German chancellor Angela Merkel’s initial “open door policy” on letting an unlimited amount of refugees come to the country helped earn her a nomination for a Nobel Peace Prize and the distinction of being Time’s Person of the Year.
But it looks like it could potentially mark the beginning of the end of her time as Chancellor.
An Insa poll for Focus magazine on Friday revealed that 40% of 2,047 Germans want Merkel to resign due to her refugee policy, which saw the country take in 1.1 million asylum seekers last year. The poll, which was conducted from January 22 to January 25, also showed 45.2% believed Merkel’s refugee policy was not a reason for her to resign.
It’s pretty close in terms of who thinks she should resign or not.
This follows closely after data, cited by Citi Research’s chief global political analyst Tina Fordham this month, that showed that Merkel’s approval ratings plunged sharply to 49% in November 2015, down from 67% in August.
Her political position follows the mass New Year’s Eve sexual assaults and other attacks on women in the city of Cologne, Germany that were attributed to gangs of mostly migrant men.
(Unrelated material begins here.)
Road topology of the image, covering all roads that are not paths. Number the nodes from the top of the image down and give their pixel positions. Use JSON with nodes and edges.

These attacks further inflamed the debate in the country over her policy toward the refugees.
The world first got a glimpse of Merkel realising she possibly made the wrong decision on her open door policy decision when she u-turned back in December 2015 by saying she is going to “drastically decrease” the number of refugees entering Germany.
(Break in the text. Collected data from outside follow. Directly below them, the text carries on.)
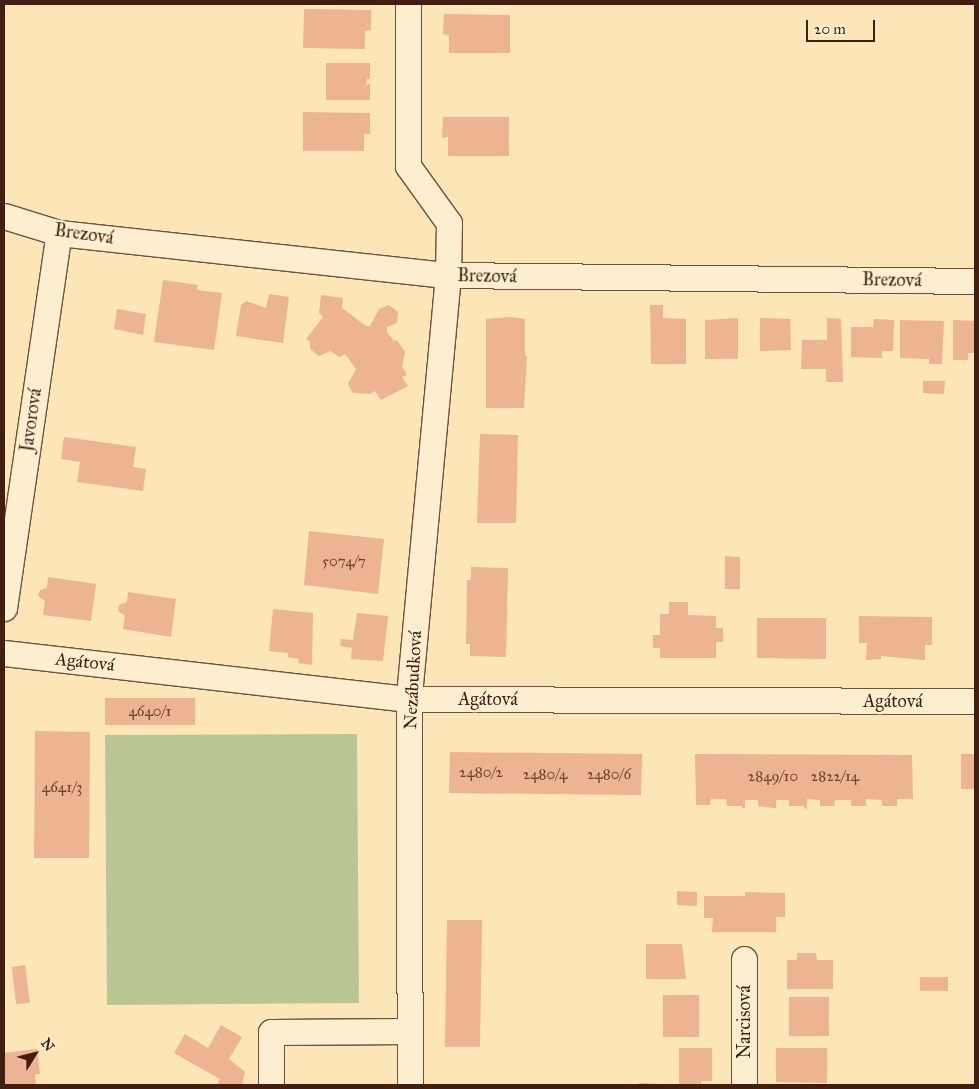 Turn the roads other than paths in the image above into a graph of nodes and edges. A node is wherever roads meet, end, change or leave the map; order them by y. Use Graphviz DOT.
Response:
graph roads {
  1 [pos="408,4"];
  2 [pos="4,216"];
  3 [pos="59,233"];
  4 [pos="448,276"];
  5 [pos="975,281"];
  6 [pos="4,608"];
  7 [pos="4,652"];
  8 [pos="409,699"];
  9 [pos="975,702"];
  10 [pos="744,959"];
  11 [pos="410,1031"];
  12 [pos="271,1085"];
  13 [pos="410,1085"];
  14 [pos="744,1085"];
  1 -- 4 [label="street, Nezábudková"];
  2 -- 3 [label="street, Brezová"];
  3 -- 4 [label="street, Brezová"];
  3 -- 6 [label="street, Javorová"];
  4 -- 5 [label="street, Brezová"];
  4 -- 8 [label="street, Nezábudková"];
  7 -- 8 [label="street, Agátová"];
  8 -- 9 [label="street, Agátová"];
  8 -- 11 [label="street, Nezábudková"];
  10 -- 14 [label="street, Narcisová"];
  11 -- 12 [label="street"];
  11 -- 13 [label="street, Nezábudková"];
}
The change of heart is a big deal because originally Merkel pledged to not put quotas on the number of refugees entering Germany since the EU is currently experiencing the worst refugee crisis since World War II.
But it turns out the real reason for this is pretty simple.
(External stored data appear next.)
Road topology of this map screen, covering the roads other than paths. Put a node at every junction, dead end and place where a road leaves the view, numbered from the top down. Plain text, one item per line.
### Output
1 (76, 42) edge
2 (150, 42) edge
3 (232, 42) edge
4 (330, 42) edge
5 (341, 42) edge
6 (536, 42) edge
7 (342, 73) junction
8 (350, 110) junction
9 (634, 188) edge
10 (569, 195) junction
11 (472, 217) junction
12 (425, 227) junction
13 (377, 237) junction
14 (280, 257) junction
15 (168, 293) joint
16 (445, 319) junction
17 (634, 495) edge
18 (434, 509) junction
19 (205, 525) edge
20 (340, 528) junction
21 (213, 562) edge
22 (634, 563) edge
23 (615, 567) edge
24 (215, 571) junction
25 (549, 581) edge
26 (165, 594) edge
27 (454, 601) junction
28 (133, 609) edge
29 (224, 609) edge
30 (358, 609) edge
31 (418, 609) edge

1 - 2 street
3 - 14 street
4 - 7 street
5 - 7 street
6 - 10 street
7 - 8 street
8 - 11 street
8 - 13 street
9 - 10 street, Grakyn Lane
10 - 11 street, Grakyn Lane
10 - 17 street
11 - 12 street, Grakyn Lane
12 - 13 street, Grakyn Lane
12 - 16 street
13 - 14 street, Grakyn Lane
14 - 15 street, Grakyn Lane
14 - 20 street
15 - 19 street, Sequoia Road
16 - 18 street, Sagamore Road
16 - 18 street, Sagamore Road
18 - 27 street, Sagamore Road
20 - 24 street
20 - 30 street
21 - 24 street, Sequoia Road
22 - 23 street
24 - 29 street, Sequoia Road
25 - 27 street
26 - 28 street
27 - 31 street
This chart, which was embedded in Goldman Sachs’ massive Fortnightly Thoughts report this week, holds to key as why Merkel has had to signal a compromise over her open-door policy with her critics from within her own conservative party.
Now, Germany, Sweden, Denmark, Austria and France are among the nations to have re-introduced at least partial border controls amid safety and organising concerns caused by the huge number of asylum seekers arriving into Europe.
Last week, the European Union’s top migration official Dimitris Avramopoulos told lawmakers that efforts to manage the refugee crisis were failing and that the ongoing deadlock threatened unity in Europe.
But the refugee crisis isn’t just a test for Germany because as Business Insider illustrated yesterday with a short slidedeck from Barclays — immigration is the number one concern among the EU population.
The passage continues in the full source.